Таково учение Фихте во второй период его философской деятельности.

Что это учение есть выход за пределы субъективизма, в этом не может быть никакого сомнения. Но есть ли это абсолютный выход, типа Ареопагитик, или это есть только выход из кантианства к имманентизму мистическому типа Экгарта, судить об этом можно было бы только после очень детального исследования. Для нас достаточно сейчас констатировать, что «самость» у позднего Фихте имеет весьма мало общего с его субъективистской Tathandlung раннего периода и что здесь, несомненно, какой–то аналог Экгарта или Ареопагита.

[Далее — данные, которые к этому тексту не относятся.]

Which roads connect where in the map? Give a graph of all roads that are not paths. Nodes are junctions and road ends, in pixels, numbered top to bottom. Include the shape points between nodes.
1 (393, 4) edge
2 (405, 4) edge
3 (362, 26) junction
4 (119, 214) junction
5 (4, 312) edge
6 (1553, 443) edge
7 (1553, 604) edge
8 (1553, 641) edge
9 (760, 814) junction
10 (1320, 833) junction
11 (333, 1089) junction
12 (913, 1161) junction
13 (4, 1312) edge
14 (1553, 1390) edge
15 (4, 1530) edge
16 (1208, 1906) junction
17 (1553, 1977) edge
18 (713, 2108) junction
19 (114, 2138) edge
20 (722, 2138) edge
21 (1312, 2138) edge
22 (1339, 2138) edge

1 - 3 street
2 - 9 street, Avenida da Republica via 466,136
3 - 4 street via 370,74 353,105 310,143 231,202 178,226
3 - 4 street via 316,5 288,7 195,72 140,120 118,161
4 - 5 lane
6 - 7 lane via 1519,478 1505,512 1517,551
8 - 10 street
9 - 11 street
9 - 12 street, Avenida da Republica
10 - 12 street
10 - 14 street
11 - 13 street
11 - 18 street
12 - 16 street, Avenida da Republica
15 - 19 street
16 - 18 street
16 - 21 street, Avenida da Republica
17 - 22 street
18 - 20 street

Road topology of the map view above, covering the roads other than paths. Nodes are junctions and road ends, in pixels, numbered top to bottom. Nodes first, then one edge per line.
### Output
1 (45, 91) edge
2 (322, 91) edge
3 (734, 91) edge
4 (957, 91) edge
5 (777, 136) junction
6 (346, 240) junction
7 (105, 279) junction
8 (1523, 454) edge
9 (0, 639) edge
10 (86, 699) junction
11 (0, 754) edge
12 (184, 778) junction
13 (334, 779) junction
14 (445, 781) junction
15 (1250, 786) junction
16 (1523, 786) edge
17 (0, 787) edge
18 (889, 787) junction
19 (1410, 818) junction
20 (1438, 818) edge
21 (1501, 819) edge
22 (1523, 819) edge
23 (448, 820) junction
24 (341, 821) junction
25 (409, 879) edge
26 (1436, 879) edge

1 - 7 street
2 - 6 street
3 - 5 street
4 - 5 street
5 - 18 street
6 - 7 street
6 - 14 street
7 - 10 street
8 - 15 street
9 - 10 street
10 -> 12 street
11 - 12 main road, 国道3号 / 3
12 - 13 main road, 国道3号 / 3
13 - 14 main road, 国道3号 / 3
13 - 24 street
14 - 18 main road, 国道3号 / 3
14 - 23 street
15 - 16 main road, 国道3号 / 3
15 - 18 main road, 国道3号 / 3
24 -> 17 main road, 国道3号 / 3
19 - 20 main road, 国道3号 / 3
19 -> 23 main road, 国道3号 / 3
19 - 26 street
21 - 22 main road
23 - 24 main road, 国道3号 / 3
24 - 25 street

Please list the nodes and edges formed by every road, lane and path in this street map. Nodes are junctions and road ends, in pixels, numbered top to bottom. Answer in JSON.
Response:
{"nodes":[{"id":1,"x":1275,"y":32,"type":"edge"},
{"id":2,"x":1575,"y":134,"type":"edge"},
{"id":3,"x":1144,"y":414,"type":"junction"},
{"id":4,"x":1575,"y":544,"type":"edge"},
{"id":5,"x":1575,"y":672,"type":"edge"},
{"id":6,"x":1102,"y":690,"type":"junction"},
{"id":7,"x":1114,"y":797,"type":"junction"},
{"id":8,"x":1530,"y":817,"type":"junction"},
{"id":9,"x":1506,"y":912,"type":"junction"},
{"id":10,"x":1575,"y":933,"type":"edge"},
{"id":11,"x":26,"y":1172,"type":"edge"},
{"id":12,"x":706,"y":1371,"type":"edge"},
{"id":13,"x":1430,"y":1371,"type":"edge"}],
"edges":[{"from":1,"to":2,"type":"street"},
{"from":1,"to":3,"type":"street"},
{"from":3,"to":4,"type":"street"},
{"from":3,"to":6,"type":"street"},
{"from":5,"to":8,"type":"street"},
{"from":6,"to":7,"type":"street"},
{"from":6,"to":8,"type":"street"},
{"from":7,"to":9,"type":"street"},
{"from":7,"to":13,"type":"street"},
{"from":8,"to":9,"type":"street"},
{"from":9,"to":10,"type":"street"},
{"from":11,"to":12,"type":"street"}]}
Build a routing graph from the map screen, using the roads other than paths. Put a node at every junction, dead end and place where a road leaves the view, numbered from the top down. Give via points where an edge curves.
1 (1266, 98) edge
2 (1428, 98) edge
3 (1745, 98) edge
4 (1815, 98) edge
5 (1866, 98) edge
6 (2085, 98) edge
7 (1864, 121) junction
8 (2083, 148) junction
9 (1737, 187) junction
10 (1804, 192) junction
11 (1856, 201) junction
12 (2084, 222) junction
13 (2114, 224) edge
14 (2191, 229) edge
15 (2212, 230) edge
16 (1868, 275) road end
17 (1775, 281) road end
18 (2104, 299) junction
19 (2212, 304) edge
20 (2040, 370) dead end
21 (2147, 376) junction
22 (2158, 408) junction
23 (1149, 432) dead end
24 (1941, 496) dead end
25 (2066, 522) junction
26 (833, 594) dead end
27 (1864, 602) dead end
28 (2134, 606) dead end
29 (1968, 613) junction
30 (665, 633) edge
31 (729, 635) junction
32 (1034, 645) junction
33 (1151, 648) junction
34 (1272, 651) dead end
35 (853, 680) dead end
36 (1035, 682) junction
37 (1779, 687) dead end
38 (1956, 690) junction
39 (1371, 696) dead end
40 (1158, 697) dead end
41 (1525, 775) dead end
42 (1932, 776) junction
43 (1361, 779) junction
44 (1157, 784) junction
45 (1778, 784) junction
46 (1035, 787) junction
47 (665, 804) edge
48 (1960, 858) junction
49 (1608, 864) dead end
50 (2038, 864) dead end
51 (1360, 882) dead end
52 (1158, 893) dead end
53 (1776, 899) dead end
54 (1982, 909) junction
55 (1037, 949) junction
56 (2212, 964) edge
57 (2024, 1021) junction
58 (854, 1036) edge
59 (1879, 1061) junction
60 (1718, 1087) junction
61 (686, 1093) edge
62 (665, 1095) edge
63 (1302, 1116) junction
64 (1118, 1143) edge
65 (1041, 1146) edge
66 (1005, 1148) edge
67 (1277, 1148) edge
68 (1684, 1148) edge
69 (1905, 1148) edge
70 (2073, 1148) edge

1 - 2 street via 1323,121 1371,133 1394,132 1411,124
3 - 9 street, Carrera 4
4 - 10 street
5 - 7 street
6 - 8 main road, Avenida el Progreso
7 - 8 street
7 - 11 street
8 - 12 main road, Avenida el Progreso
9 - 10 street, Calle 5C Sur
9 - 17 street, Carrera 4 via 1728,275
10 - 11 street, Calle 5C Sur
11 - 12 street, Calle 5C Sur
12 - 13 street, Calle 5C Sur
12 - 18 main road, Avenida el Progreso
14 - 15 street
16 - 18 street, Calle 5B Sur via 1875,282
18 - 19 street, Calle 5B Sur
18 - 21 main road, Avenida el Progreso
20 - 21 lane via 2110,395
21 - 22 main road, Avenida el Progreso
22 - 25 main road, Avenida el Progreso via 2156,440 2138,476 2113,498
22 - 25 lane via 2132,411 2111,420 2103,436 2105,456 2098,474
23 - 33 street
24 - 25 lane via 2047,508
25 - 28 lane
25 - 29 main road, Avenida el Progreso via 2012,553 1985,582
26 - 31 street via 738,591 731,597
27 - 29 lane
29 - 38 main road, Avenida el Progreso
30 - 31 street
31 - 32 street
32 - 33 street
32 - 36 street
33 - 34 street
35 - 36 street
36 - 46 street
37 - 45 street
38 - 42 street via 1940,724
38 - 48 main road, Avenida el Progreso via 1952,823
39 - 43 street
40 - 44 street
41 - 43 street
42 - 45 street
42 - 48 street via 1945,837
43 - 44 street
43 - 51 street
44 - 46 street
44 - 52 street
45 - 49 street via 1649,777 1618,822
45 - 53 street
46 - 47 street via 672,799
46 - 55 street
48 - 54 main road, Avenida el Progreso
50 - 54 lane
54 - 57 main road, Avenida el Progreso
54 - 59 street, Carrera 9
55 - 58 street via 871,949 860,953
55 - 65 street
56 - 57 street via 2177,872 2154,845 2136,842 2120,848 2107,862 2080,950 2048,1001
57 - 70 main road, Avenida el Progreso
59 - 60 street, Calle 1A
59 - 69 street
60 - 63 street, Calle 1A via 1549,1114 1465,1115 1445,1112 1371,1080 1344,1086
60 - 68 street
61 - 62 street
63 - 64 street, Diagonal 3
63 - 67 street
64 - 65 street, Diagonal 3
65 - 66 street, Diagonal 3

Правда, это снимает с нас обязанность искать стилевые признаки данного построения, его философский лик. И он ясен уже потому, что по содержанию своему он мало чем отличается от раннего Фихте. При всей разнице методов мысли и при всей несравнимости новой системы с прежним субъективизмом внутреннее содержание того и другого довольно сходно. Виндельбанд среди своих неярких писаний высказал однажды довольно меткое суждение: «Мощная, неотступно стремящаяся к действию личность Фихте вылилась в драматическом построении Наукоучения. Всеобъемлющий мировой взгляд Шеллинга рисует как бы в эпическом повествовании историю развития вселенной. Тонкая религиозность Шлейермахера выражается в лирической красоте его учения о чувстве. Система Гегеля, это — великое поучительное стихотворение; основной характер.его — дидактический, и в силу поучительности, присущей личности ее творца, она по сравнению с другими, предшествовавшими ей системами, представляется как бы трезвой прозой». Если присоединить к этому упущенный здесь фихтев–ский морализм, то, пожалуй, можно будет с некоторой точностью сказать, что Абсолют трактован у Фихте как мощная, морально–драматическая личность, и не столько сама личность, сколько именно мощная и морально–драматическая личная жизнь вообще. Скорее здесь именно нечто безличное, какая–то безличная и таинственная жизнь, мораль и драма. Ведь можно не рассматривать жизнь личности именно как жизнь, оставляя в тени принадлежность ее именно личности. Вот эта безличная жизнь кого–то, но жизнь, полная морали и драмы, и есть Абсолютное Фихте. И если это так, то стилевая характеристика такого Абсолюта получает здесь довольно яркое содержание, целиком отличное не только от Ареопагитик, но даже и от Экгарта.